### [Work order]
Beginning with the line containing "I need the junctions" and going on through the line containing "Build a routing", the lines below are to be returned exactly, pictures excluded and nothing added.

### [Dataset]
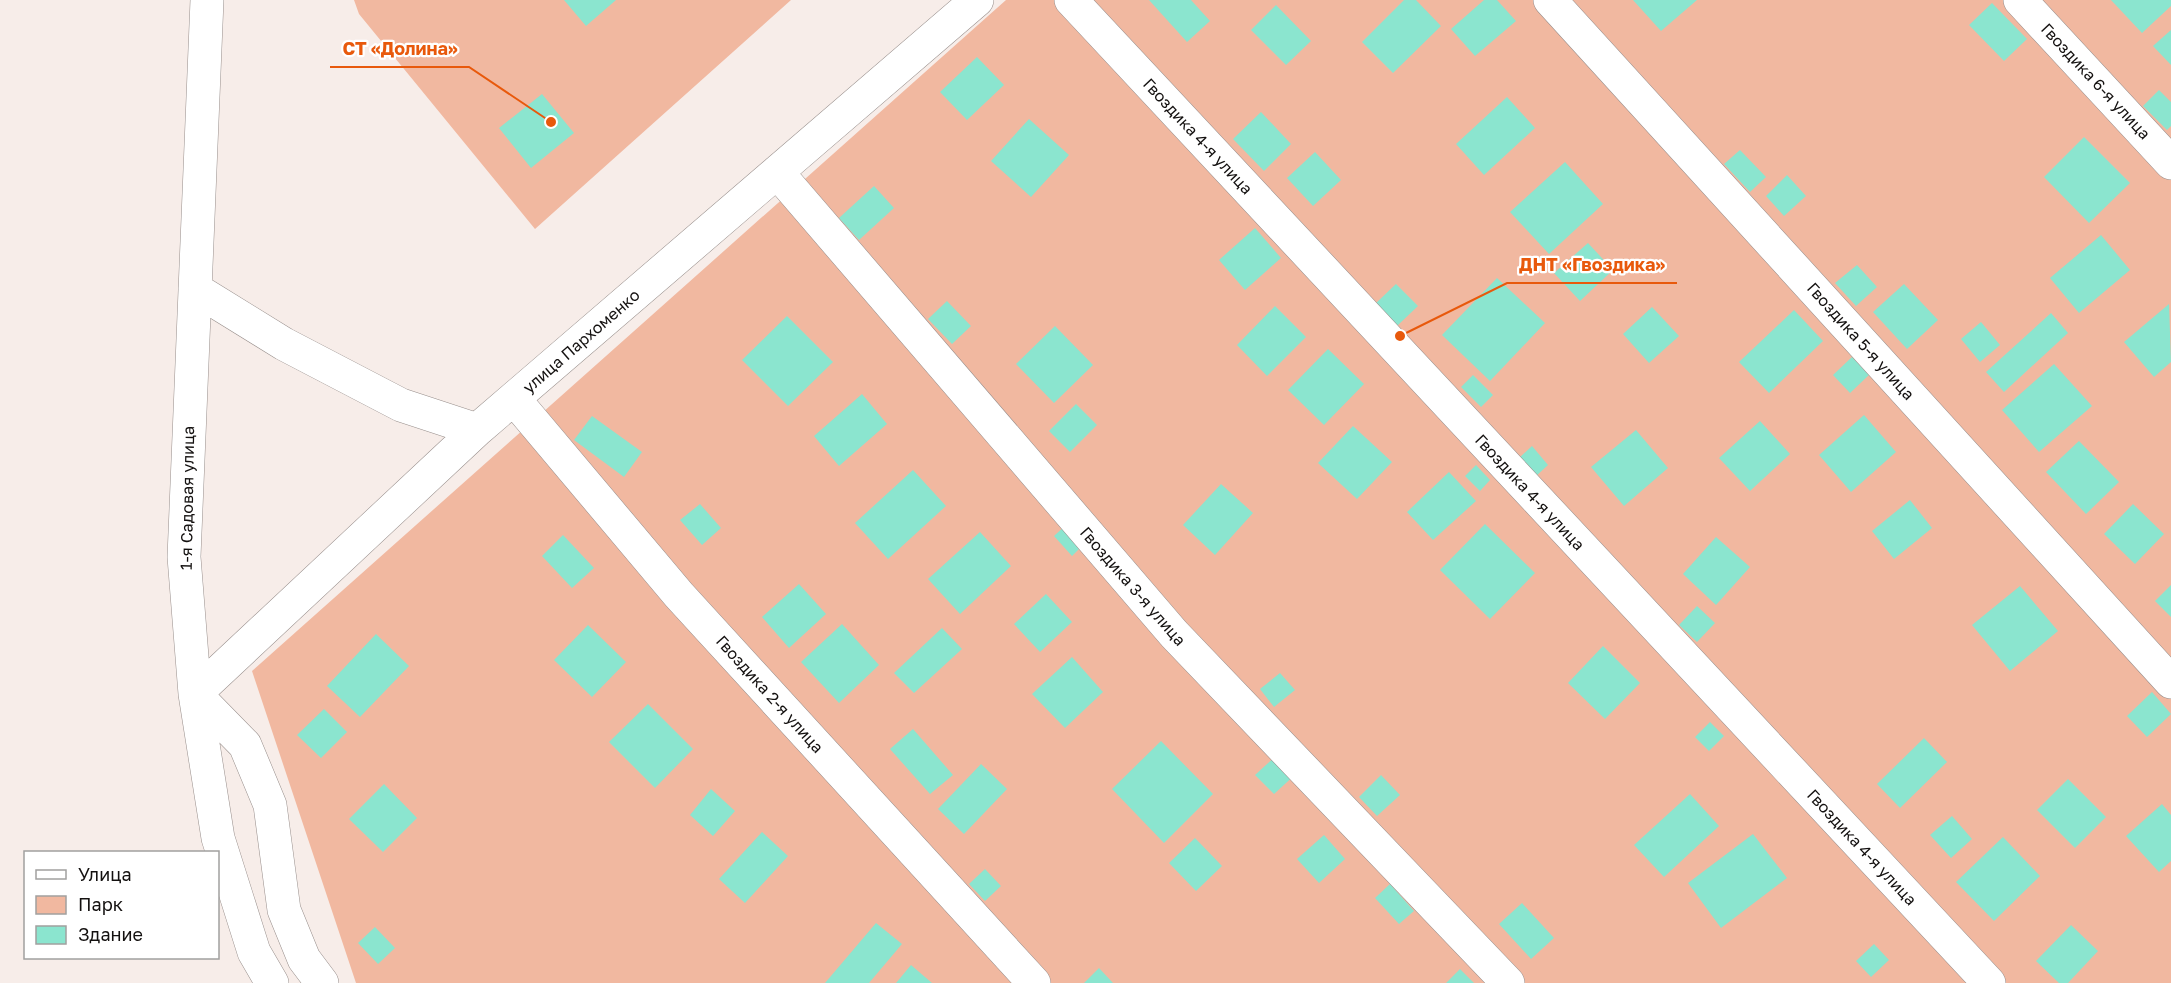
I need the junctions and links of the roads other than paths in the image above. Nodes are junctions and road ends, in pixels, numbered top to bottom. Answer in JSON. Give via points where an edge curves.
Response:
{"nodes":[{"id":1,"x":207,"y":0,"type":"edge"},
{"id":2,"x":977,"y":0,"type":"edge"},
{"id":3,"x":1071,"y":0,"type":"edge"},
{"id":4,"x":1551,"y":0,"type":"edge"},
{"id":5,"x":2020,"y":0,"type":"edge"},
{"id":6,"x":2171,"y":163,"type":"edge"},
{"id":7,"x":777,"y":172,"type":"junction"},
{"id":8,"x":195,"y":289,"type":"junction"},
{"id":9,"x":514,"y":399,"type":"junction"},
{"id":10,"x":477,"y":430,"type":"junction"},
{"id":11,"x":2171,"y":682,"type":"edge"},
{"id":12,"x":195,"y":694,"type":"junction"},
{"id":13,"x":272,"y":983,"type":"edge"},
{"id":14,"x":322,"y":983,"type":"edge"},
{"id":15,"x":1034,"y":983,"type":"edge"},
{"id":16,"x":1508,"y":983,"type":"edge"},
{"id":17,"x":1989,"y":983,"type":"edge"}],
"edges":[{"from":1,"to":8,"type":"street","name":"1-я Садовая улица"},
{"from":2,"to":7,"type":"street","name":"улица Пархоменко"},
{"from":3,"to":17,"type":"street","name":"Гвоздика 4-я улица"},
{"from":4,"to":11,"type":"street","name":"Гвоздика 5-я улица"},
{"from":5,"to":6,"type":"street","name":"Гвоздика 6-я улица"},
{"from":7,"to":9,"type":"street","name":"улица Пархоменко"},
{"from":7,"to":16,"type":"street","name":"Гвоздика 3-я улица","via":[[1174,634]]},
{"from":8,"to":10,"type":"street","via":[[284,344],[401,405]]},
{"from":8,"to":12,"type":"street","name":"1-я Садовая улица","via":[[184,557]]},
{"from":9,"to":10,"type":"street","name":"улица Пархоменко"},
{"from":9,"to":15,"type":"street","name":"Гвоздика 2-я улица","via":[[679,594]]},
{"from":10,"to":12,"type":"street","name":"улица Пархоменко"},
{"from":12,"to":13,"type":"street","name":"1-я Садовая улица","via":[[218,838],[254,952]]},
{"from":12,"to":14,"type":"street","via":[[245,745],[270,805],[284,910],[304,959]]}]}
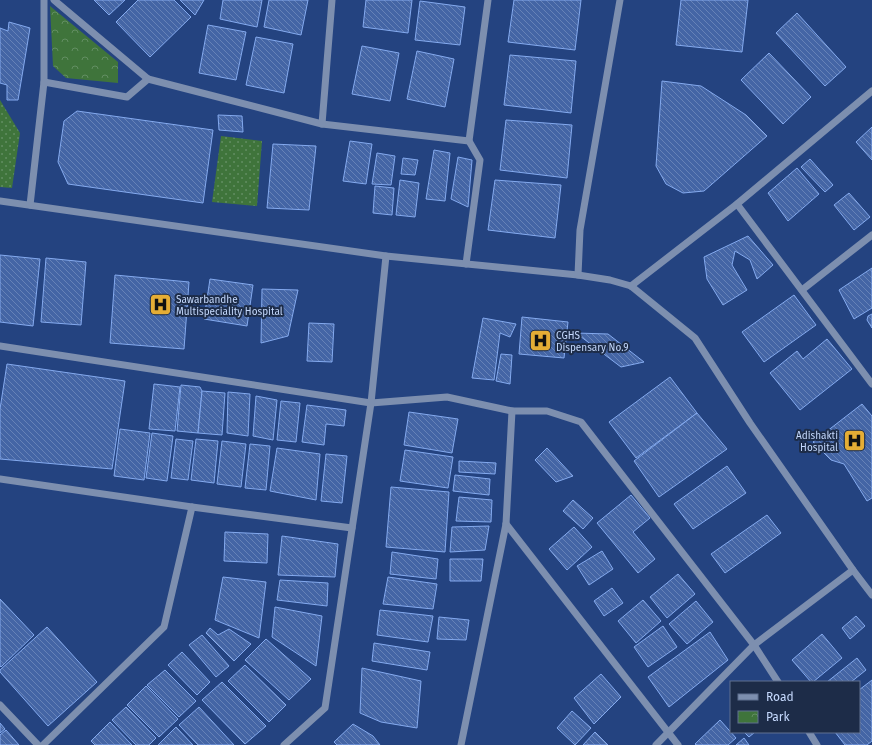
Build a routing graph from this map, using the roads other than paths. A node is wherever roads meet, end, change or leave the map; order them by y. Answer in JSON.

* * *

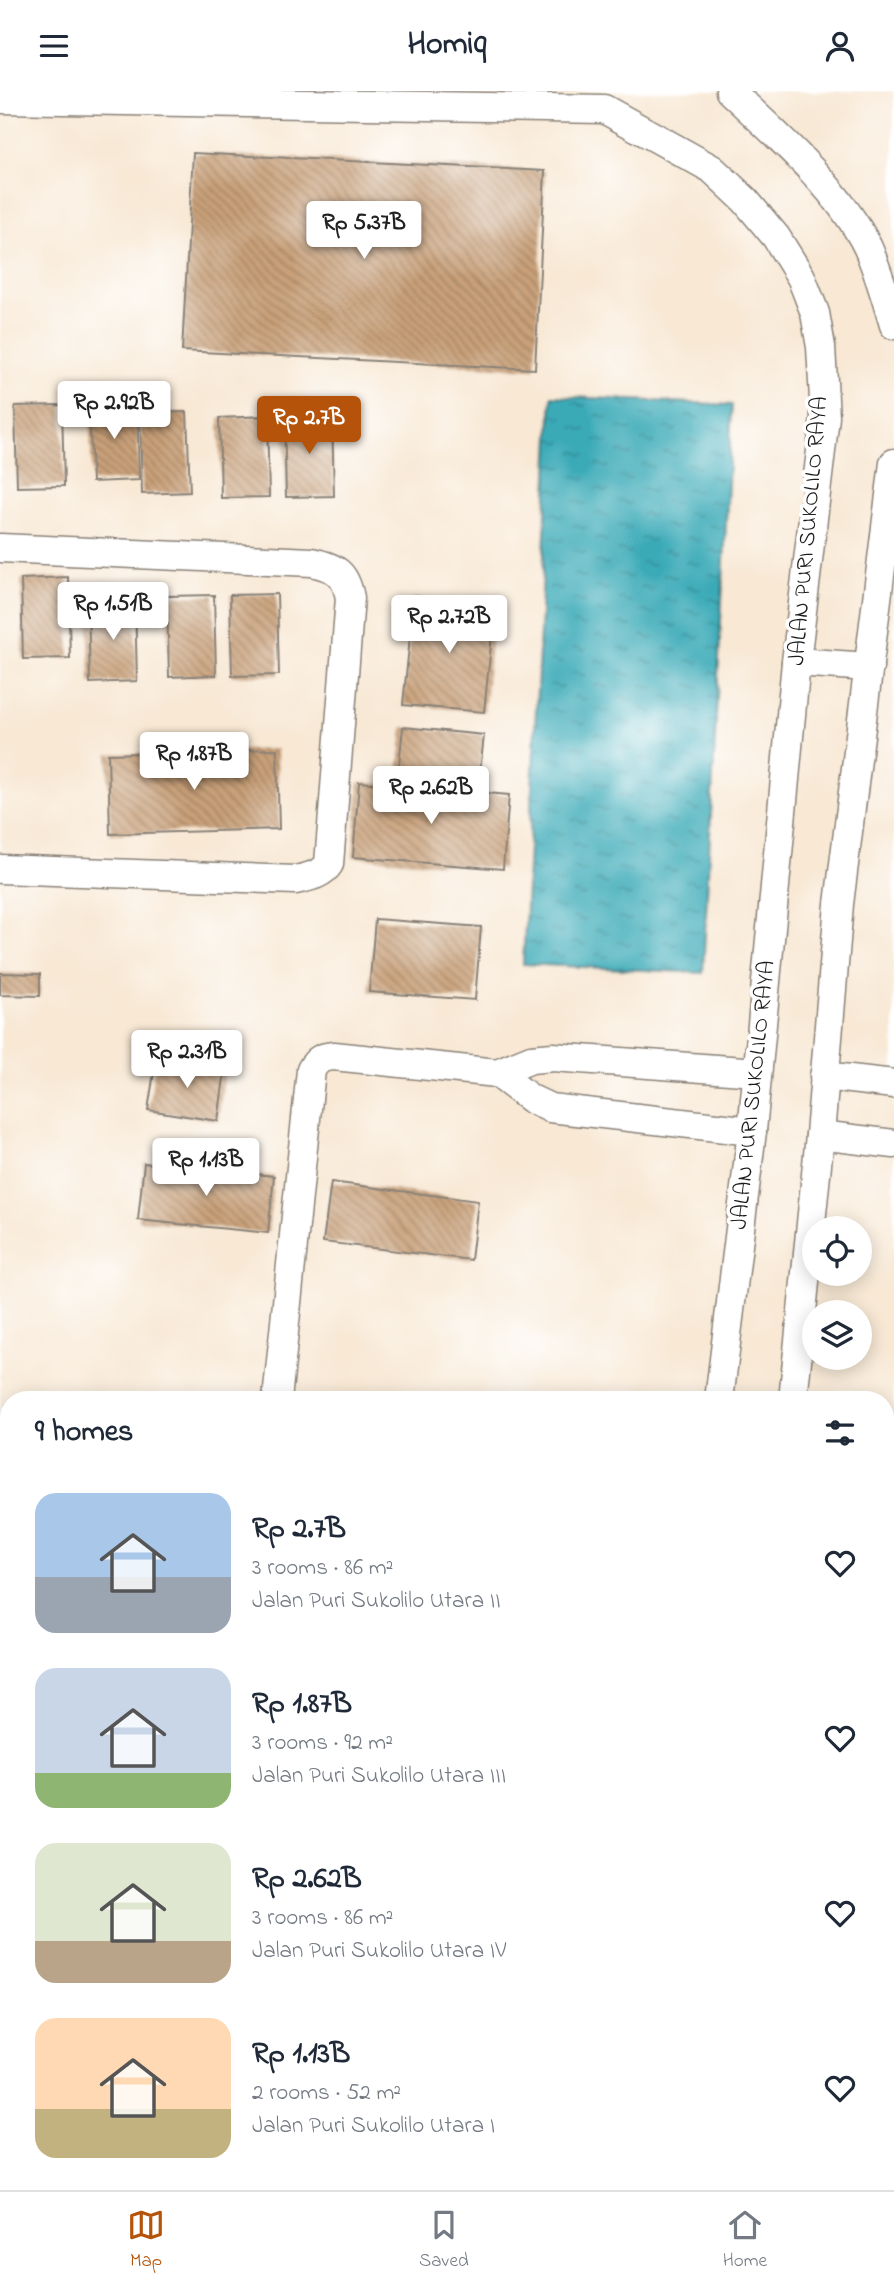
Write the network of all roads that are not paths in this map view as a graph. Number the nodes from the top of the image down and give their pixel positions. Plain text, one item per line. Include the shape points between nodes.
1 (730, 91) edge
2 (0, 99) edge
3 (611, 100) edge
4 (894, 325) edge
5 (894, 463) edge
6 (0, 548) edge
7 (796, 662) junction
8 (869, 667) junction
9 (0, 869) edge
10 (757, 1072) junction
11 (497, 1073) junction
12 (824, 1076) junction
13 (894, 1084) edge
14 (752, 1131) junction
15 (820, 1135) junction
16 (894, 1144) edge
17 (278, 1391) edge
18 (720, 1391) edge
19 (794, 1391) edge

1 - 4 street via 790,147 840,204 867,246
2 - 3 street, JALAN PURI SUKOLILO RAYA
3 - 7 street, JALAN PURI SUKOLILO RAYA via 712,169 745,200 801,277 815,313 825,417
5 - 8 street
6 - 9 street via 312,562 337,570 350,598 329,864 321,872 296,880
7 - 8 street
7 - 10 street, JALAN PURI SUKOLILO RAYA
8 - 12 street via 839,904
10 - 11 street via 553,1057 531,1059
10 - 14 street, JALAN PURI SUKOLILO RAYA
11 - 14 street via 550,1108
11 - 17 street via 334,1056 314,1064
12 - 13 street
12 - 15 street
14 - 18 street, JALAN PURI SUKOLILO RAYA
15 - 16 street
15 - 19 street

### [Reply]
I need the junctions and links of the roads other than paths in the image above. Nodes are junctions and road ends, in pixels, numbered top to bottom. Answer in JSON. Give via points where an edge curves.
Response:
{"nodes":[{"id":1,"x":207,"y":0,"type":"edge"},
{"id":2,"x":977,"y":0,"type":"edge"},
{"id":3,"x":1071,"y":0,"type":"edge"},
{"id":4,"x":1551,"y":0,"type":"edge"},
{"id":5,"x":2020,"y":0,"type":"edge"},
{"id":6,"x":2171,"y":163,"type":"edge"},
{"id":7,"x":777,"y":172,"type":"junction"},
{"id":8,"x":195,"y":289,"type":"junction"},
{"id":9,"x":514,"y":399,"type":"junction"},
{"id":10,"x":477,"y":430,"type":"junction"},
{"id":11,"x":2171,"y":682,"type":"edge"},
{"id":12,"x":195,"y":694,"type":"junction"},
{"id":13,"x":272,"y":983,"type":"edge"},
{"id":14,"x":322,"y":983,"type":"edge"},
{"id":15,"x":1034,"y":983,"type":"edge"},
{"id":16,"x":1508,"y":983,"type":"edge"},
{"id":17,"x":1989,"y":983,"type":"edge"}],
"edges":[{"from":1,"to":8,"type":"street","name":"1-я Садовая улица"},
{"from":2,"to":7,"type":"street","name":"улица Пархоменко"},
{"from":3,"to":17,"type":"street","name":"Гвоздика 4-я улица"},
{"from":4,"to":11,"type":"street","name":"Гвоздика 5-я улица"},
{"from":5,"to":6,"type":"street","name":"Гвоздика 6-я улица"},
{"from":7,"to":9,"type":"street","name":"улица Пархоменко"},
{"from":7,"to":16,"type":"street","name":"Гвоздика 3-я улица","via":[[1174,634]]},
{"from":8,"to":10,"type":"street","via":[[284,344],[401,405]]},
{"from":8,"to":12,"type":"street","name":"1-я Садовая улица","via":[[184,557]]},
{"from":9,"to":10,"type":"street","name":"улица Пархоменко"},
{"from":9,"to":15,"type":"street","name":"Гвоздика 2-я улица","via":[[679,594]]},
{"from":10,"to":12,"type":"street","name":"улица Пархоменко"},
{"from":12,"to":13,"type":"street","name":"1-я Садовая улица","via":[[218,838],[254,952]]},
{"from":12,"to":14,"type":"street","via":[[245,745],[270,805],[284,910],[304,959]]}]}
Build a routing graph from this map, using the roads other than paths. A node is wherever roads meet, end, change or leave the map; order them by y. Answer in JSON.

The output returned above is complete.